Brief |
Using the records that follow, count the lines containing the word "Left" and give that number only.

Dataset records |
___

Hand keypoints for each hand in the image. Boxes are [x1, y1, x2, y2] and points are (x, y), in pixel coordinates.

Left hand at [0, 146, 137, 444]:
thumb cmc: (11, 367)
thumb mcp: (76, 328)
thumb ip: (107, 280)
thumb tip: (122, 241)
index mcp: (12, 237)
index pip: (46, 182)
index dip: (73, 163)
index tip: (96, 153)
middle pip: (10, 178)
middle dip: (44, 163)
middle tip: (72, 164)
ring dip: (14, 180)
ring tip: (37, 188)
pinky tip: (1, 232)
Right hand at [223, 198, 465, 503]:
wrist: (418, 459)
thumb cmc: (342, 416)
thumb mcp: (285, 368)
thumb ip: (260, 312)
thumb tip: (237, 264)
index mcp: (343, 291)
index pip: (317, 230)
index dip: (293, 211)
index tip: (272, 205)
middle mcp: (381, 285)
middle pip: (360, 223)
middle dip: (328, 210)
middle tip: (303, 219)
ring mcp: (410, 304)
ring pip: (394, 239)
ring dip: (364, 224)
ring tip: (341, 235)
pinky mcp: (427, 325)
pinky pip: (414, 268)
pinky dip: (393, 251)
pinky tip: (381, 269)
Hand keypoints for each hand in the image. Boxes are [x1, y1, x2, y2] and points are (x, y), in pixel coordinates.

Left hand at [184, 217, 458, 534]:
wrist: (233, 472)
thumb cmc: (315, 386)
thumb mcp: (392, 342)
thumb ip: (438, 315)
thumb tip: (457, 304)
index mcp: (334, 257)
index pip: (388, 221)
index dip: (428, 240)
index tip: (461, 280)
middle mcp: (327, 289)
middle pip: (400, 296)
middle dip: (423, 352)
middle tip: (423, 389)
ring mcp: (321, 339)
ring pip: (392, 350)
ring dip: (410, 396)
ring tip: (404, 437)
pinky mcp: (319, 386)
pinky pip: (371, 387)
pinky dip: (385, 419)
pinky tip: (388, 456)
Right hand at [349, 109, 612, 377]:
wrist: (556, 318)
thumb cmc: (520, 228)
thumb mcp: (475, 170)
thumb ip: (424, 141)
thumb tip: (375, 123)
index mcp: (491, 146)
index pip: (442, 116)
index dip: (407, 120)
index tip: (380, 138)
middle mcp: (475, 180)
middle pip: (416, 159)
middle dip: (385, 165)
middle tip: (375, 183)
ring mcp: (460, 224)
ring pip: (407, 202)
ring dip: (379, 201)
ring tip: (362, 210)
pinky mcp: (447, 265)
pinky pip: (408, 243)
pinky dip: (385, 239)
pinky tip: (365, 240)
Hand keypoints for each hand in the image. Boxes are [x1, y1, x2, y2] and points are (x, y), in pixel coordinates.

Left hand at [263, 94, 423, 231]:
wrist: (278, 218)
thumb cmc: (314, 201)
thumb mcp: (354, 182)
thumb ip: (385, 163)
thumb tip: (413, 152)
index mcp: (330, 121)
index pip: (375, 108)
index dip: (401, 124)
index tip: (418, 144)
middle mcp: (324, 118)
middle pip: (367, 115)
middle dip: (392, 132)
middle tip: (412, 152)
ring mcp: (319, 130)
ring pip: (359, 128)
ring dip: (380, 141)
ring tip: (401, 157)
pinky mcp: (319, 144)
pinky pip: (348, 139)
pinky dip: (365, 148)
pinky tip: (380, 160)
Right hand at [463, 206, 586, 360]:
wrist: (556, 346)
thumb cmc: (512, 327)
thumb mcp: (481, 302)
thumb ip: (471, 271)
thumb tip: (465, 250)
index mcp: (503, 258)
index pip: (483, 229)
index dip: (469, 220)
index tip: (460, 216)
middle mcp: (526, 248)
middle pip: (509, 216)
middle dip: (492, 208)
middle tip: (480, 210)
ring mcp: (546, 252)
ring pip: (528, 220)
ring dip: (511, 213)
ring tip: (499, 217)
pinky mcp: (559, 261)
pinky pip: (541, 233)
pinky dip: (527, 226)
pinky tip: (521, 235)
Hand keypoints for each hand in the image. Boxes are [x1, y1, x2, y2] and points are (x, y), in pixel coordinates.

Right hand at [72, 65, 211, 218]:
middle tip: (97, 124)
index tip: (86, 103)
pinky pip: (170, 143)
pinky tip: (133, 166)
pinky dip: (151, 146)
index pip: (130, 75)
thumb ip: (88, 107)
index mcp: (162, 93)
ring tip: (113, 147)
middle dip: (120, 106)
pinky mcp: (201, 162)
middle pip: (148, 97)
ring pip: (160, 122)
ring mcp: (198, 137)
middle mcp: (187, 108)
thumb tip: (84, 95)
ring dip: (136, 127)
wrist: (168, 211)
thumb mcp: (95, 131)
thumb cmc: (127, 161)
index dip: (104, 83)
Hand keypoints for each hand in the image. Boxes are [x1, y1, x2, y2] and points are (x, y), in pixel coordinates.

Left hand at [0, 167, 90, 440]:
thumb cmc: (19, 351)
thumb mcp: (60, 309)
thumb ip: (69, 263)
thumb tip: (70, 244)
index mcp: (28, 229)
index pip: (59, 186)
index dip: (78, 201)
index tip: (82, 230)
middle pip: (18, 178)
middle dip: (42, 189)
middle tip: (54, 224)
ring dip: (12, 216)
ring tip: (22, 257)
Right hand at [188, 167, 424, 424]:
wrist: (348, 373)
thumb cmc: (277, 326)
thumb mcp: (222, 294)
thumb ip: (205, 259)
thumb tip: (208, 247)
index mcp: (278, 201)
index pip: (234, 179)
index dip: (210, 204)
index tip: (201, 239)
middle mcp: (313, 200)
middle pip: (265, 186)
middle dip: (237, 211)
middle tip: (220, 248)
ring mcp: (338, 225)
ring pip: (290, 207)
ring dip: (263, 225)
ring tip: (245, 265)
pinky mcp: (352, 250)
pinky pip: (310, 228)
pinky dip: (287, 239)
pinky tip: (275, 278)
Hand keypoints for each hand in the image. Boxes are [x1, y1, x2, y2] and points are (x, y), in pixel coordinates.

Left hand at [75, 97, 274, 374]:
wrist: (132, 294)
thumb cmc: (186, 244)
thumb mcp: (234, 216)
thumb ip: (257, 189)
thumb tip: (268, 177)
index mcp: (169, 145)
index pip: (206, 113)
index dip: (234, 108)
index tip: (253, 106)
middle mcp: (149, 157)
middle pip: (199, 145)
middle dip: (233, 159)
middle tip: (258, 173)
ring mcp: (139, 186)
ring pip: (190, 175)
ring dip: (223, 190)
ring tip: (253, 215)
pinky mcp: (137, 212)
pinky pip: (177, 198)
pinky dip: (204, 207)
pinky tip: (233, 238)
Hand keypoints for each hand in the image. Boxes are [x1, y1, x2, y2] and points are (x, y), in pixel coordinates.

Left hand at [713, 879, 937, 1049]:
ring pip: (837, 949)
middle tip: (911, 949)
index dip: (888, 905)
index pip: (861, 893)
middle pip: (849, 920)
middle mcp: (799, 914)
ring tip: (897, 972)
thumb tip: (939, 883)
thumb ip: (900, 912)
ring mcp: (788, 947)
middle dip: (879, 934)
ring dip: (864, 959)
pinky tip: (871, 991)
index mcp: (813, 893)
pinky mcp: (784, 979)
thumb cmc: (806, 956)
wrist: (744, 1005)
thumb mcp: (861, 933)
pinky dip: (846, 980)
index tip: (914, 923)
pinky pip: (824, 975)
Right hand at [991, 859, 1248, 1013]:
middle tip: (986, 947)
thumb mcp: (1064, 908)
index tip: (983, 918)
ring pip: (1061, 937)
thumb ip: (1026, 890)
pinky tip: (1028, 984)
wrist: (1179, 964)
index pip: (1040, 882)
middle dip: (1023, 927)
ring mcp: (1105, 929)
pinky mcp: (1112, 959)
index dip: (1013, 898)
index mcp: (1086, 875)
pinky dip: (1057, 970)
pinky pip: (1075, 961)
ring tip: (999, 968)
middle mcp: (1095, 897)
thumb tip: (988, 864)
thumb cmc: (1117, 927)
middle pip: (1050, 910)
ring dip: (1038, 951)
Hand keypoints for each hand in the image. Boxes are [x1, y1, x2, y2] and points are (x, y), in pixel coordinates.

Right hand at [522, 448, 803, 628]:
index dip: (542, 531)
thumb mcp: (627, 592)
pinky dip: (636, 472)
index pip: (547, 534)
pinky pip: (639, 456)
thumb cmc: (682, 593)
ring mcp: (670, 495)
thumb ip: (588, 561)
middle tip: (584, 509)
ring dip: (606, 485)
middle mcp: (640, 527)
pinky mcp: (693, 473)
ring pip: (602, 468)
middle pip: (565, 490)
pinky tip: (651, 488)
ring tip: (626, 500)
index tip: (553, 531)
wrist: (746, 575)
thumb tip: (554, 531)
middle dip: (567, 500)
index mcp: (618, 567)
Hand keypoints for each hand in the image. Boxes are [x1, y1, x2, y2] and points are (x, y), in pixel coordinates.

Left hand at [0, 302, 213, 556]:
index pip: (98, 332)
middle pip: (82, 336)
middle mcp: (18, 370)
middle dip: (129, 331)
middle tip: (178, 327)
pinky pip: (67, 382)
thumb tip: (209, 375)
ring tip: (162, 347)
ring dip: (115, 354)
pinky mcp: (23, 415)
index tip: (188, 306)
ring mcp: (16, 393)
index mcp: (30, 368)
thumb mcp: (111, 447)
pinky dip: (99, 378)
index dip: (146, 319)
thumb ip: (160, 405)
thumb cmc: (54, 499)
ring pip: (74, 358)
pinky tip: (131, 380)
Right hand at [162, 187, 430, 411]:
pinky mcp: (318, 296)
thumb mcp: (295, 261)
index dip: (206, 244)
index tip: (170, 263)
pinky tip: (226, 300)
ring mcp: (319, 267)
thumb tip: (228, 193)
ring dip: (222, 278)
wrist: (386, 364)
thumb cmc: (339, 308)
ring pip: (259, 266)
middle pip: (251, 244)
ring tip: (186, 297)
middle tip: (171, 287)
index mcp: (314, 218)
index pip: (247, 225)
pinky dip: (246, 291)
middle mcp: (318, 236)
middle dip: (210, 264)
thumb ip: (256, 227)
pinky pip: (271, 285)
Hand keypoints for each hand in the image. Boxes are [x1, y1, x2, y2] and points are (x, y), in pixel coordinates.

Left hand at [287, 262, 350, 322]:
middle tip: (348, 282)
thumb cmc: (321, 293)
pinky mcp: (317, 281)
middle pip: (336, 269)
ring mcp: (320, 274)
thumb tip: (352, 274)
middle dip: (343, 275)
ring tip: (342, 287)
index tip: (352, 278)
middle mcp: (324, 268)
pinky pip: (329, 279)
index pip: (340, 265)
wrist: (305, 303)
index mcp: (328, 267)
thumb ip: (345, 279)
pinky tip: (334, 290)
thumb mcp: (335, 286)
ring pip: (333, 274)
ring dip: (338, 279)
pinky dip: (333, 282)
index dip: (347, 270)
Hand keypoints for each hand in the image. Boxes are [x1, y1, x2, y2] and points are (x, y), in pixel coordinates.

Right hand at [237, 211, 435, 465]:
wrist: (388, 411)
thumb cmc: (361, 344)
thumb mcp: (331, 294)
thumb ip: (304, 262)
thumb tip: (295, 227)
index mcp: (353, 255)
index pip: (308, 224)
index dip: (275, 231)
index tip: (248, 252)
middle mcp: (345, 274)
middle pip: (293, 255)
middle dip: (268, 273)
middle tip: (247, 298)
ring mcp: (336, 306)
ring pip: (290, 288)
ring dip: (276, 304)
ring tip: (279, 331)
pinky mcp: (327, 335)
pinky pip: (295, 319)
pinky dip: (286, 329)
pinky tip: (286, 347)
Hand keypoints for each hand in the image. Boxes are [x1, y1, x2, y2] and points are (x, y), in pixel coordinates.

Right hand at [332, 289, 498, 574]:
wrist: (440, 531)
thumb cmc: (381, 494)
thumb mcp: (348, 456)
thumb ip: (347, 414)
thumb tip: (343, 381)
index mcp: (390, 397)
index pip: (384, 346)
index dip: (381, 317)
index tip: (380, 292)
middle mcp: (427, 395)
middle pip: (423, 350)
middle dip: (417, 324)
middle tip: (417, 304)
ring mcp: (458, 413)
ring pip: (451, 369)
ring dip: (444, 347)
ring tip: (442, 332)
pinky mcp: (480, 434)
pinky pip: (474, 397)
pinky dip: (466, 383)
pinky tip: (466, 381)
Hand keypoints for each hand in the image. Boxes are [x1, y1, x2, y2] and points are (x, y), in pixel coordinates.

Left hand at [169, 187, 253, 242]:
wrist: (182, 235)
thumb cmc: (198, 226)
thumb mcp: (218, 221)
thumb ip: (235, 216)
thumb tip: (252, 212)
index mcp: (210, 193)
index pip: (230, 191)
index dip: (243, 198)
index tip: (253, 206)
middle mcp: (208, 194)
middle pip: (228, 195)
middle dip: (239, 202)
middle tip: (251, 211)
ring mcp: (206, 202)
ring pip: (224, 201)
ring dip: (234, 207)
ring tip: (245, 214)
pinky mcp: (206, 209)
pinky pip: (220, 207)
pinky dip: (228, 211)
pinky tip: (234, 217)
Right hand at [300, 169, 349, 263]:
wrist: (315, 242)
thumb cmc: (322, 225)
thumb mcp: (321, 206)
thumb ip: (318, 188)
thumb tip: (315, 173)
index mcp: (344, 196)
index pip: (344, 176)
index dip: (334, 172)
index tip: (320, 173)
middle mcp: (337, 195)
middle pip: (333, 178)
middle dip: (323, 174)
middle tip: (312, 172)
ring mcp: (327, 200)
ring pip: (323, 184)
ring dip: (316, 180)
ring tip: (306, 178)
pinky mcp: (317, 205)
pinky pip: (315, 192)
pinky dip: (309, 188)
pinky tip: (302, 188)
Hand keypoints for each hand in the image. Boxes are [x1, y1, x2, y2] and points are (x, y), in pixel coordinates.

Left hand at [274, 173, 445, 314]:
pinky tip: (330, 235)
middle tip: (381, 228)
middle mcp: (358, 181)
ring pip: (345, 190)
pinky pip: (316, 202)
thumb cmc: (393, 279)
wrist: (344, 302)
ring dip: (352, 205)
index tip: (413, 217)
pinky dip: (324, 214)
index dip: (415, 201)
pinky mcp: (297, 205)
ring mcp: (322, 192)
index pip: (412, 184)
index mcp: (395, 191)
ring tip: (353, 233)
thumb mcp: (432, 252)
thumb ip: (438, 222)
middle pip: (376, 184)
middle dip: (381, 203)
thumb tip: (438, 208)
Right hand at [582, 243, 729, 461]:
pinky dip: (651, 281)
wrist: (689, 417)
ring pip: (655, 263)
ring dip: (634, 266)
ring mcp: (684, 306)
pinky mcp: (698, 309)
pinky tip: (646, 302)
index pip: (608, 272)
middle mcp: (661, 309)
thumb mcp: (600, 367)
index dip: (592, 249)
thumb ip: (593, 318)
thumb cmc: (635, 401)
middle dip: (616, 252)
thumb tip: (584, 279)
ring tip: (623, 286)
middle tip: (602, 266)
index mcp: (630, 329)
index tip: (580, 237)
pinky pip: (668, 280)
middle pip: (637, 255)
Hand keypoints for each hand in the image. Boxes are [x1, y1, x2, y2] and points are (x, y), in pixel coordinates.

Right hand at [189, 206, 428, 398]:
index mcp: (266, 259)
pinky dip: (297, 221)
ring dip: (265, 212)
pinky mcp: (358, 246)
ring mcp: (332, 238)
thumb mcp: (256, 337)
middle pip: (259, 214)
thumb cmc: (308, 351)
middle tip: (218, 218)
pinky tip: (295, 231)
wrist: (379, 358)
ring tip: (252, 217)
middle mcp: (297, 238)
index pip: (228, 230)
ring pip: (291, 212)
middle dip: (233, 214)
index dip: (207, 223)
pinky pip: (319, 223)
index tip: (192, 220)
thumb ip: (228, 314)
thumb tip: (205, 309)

___

Answer for the task |
10